WORK TO BE COMPLETED:
Every line that contains the word "include" should be copied from the records below.

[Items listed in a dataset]
—————
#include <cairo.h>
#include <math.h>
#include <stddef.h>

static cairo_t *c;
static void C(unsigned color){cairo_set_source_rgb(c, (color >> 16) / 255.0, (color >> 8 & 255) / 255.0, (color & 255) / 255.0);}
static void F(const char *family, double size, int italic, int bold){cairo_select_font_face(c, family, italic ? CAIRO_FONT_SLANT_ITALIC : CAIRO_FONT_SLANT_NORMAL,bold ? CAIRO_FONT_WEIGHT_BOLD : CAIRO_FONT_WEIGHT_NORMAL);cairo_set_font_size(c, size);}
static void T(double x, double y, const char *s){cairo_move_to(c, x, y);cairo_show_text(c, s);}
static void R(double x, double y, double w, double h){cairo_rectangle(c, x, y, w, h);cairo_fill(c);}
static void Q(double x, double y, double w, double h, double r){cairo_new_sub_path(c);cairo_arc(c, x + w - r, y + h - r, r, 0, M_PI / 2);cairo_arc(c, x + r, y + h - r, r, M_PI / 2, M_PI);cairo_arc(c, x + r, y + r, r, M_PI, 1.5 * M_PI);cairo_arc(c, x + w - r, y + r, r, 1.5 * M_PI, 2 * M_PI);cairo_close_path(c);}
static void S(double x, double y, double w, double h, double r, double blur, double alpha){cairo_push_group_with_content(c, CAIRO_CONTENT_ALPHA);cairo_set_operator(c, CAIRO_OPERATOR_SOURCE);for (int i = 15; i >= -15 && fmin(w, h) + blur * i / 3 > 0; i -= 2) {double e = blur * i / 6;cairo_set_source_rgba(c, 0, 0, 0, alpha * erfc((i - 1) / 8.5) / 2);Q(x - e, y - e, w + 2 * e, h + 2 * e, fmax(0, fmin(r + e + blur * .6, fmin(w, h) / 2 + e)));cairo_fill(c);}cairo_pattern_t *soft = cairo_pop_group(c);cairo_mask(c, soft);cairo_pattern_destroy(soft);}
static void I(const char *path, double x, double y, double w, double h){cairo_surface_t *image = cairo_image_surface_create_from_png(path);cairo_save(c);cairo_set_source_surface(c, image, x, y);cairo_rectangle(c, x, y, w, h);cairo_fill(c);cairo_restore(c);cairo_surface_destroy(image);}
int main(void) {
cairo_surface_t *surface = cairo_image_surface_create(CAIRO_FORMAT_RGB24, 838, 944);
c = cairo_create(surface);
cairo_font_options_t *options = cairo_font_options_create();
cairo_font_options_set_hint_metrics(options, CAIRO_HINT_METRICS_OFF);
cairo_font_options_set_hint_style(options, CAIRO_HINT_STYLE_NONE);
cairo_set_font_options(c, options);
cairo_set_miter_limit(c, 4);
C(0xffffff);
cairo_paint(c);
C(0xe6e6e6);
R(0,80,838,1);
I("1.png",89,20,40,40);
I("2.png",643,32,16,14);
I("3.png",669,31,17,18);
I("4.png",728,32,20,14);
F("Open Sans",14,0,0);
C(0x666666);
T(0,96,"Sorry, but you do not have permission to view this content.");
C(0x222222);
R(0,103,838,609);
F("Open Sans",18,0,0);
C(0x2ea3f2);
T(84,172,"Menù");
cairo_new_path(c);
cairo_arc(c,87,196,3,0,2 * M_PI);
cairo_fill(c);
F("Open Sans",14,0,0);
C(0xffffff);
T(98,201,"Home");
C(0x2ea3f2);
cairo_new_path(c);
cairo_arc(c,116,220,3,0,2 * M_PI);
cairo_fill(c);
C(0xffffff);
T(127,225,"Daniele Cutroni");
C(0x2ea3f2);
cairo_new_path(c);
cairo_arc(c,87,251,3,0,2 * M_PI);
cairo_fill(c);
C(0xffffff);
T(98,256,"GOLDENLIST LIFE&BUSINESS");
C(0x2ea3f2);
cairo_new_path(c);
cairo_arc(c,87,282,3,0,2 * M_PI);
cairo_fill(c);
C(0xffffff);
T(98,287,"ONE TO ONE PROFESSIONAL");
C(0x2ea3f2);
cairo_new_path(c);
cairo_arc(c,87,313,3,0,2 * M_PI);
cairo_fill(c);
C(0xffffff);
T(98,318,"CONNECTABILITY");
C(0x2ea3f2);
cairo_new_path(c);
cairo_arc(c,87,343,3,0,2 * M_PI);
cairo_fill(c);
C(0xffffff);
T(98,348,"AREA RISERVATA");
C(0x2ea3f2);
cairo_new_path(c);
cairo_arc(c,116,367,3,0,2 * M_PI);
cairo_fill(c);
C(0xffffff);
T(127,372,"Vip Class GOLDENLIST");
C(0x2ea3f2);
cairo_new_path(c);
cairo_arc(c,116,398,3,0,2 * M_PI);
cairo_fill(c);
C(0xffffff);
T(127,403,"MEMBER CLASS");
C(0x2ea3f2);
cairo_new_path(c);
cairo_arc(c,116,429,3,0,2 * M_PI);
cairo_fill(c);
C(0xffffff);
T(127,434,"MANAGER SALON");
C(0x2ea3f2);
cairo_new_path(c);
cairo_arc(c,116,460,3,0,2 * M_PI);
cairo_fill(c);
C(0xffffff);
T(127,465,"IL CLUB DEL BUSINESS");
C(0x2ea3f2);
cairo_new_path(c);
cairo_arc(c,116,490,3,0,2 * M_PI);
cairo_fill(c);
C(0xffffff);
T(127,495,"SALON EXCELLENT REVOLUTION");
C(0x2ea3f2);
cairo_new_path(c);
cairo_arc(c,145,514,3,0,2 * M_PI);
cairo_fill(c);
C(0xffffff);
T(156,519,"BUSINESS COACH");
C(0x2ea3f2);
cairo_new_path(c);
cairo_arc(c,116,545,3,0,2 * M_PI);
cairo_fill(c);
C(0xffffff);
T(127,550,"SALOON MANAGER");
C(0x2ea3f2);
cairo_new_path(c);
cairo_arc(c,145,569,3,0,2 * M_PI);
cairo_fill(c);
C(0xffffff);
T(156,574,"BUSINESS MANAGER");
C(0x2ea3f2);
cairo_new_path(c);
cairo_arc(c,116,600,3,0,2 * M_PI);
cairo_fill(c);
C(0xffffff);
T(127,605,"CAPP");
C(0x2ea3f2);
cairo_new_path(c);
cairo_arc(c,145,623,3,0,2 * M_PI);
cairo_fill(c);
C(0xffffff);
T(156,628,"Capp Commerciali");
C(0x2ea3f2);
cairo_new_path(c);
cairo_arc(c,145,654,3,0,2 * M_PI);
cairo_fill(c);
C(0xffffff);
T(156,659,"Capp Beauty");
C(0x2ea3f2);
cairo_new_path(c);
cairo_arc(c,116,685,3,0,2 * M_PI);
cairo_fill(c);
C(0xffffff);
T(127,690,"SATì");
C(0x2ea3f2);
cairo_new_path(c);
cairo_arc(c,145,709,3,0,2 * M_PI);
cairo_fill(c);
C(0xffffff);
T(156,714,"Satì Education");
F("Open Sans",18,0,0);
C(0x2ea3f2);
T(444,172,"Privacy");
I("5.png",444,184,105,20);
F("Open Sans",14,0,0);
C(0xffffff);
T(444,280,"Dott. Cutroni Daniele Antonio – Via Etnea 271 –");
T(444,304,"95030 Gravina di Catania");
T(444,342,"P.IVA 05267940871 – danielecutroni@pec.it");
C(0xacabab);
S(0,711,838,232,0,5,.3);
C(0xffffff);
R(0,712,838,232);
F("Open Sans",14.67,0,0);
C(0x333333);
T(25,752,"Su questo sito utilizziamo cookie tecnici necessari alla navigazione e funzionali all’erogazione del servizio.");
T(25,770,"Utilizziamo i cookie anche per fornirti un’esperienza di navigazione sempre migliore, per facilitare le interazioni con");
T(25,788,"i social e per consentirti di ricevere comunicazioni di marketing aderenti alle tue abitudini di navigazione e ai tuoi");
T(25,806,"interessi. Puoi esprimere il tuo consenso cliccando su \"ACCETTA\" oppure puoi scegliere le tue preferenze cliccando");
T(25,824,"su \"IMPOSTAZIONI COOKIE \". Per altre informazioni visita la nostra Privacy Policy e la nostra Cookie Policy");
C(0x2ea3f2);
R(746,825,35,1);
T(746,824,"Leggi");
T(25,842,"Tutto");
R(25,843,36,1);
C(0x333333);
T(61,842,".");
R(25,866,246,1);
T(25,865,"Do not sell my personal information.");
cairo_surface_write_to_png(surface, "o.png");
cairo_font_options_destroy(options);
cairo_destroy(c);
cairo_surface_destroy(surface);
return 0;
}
—————
WRITTEN ANSWER:
#include <cairo.h>
#include <math.h>
#include <stddef.h>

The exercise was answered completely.